Your goal: Whenever a line in this data holds the word "Eloy", report that line in full.

Dataset entries:
┄┄┄┄┄┄┄┄┄┄

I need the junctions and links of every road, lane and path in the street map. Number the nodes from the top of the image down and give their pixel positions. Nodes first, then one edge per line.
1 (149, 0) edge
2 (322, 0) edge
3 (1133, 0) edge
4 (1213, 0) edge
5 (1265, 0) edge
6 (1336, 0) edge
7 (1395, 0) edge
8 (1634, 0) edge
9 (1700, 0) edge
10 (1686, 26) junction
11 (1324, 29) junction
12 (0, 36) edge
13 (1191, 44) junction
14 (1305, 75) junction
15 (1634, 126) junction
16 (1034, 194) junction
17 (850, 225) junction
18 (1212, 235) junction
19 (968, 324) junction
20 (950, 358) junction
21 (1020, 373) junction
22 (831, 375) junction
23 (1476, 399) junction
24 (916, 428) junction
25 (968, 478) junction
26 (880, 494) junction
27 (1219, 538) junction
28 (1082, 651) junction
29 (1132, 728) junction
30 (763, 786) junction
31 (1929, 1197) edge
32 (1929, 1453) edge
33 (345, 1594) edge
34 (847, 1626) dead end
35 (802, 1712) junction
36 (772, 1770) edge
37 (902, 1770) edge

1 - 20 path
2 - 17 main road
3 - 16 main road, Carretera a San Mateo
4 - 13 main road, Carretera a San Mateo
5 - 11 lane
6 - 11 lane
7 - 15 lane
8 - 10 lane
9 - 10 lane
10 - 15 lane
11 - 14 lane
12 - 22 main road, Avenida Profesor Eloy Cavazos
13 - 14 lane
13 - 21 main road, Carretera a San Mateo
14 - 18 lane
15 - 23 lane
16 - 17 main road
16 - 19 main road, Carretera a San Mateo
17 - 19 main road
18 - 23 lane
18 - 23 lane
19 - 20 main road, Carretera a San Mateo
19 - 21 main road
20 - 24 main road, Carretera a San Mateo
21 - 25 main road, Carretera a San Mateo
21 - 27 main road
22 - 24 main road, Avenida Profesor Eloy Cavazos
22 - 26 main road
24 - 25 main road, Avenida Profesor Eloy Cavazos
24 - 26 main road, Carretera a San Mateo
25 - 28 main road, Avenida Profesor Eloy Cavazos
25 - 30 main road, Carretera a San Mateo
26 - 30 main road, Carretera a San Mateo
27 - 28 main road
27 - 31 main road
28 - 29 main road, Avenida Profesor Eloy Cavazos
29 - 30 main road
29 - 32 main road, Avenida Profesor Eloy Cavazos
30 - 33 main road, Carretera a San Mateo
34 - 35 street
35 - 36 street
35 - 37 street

┄┄┄┄┄┄┄┄┄┄

Solution below:
12 - 22 main road, Avenida Profesor Eloy Cavazos
22 - 24 main road, Avenida Profesor Eloy Cavazos
24 - 25 main road, Avenida Profesor Eloy Cavazos
25 - 28 main road, Avenida Profesor Eloy Cavazos
28 - 29 main road, Avenida Profesor Eloy Cavazos
29 - 32 main road, Avenida Profesor Eloy Cavazos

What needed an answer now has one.